Late gastrointestinal toxicity after radiotherapy for rectal cancer: a systematic review

10$

Agne Sipaviciute, Ernestas Sileika, Arvydas Burneckis & Audrius Dulskas 

Abstract

Purpose

Although the multimodal cancer treatment techniques have greatly improved over the years, irradiation-induced late gastrointestinal toxicity remains a great concern as it may highly affect the quality of life of a patient. The aim of this study was to define the prevalence of late gastrointestinal toxicities.

Methods

Electronic databases of Cochrane Library, Embase, Web of Science, CENTRAL and PubMed were searched until September 2019. We used the following keywords: radiotherapy, radiation therapy, irradiation, rectal cancer, gastrointestinal toxicity, adverse effects, late effects, pelvic radiation and pelvic radiation disease.

Results

Nine studies were included into this review out of 4785 that were preidentified as potentially relevant. Overall prevalence of severe (Grade 3 or higher) late irradiation-induced gastrointestinal toxicities was up to 19%. Most frequent toxicities of any grade were reported to be diarrhoea (up to 35%), faecal incontinence (22%), incontinence to gas (71%), rectal bleeding (9%), rectal pain (13%) and obstruction (7.4%).
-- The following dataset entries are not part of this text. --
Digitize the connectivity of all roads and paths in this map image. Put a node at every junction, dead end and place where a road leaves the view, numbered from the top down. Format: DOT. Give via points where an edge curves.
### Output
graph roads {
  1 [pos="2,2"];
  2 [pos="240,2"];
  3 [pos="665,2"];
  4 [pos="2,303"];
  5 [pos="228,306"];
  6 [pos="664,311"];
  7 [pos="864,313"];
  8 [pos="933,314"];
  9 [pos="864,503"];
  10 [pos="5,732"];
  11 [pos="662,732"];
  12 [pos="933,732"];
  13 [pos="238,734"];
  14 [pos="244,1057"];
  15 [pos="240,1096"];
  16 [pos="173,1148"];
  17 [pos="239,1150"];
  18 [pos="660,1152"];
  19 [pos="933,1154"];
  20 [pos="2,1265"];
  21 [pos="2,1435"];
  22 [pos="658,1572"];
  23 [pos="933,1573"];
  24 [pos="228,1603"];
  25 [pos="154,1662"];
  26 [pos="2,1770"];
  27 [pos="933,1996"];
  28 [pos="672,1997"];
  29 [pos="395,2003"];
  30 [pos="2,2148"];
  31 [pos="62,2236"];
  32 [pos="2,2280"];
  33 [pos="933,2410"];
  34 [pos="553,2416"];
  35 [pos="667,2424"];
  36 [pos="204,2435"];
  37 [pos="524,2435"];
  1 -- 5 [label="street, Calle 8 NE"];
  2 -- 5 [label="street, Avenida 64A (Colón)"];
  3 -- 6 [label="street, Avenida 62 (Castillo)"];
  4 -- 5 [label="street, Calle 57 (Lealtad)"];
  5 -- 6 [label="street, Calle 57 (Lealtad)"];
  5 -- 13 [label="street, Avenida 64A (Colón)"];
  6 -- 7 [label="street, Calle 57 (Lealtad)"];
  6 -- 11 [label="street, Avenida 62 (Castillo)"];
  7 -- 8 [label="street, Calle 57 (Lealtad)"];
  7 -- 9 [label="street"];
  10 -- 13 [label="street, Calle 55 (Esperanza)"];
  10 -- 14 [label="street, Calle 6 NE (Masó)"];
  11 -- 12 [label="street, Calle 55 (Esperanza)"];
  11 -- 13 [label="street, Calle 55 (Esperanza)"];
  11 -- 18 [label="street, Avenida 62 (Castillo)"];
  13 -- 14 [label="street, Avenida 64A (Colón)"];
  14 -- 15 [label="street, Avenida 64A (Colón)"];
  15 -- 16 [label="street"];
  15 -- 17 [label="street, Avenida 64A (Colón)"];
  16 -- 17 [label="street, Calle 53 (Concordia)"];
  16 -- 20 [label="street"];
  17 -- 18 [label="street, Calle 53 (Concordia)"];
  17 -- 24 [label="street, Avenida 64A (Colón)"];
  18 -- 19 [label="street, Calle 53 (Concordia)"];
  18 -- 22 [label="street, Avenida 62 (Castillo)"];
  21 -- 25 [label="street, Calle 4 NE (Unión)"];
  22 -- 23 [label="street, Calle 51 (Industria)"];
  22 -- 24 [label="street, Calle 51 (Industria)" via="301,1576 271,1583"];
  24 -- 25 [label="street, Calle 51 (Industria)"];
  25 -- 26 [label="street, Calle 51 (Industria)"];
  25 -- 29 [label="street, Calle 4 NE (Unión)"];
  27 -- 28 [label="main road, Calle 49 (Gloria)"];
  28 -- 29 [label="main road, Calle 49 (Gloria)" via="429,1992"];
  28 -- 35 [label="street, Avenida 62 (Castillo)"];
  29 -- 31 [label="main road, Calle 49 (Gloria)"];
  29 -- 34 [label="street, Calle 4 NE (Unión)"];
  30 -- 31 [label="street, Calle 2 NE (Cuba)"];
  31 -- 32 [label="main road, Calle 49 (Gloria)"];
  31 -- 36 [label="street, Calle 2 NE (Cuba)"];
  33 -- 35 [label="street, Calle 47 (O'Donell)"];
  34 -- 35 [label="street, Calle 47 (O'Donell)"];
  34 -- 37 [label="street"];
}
Preoperative treatment approaches and more advance radiotherapy techniques such as intensity-modulated and image-guided radiotherapy (IMRT) and volumetric modulated arc therapy (VMAT) turn out to result in lower late gastrointestinal toxicity rates.

Conclusion

After great improvements in rectal cancer treatment, late gastrointestinal toxicity after radiotherapy is experienced less frequent and less severe; however, it remains a great concern associated with worse quality of life.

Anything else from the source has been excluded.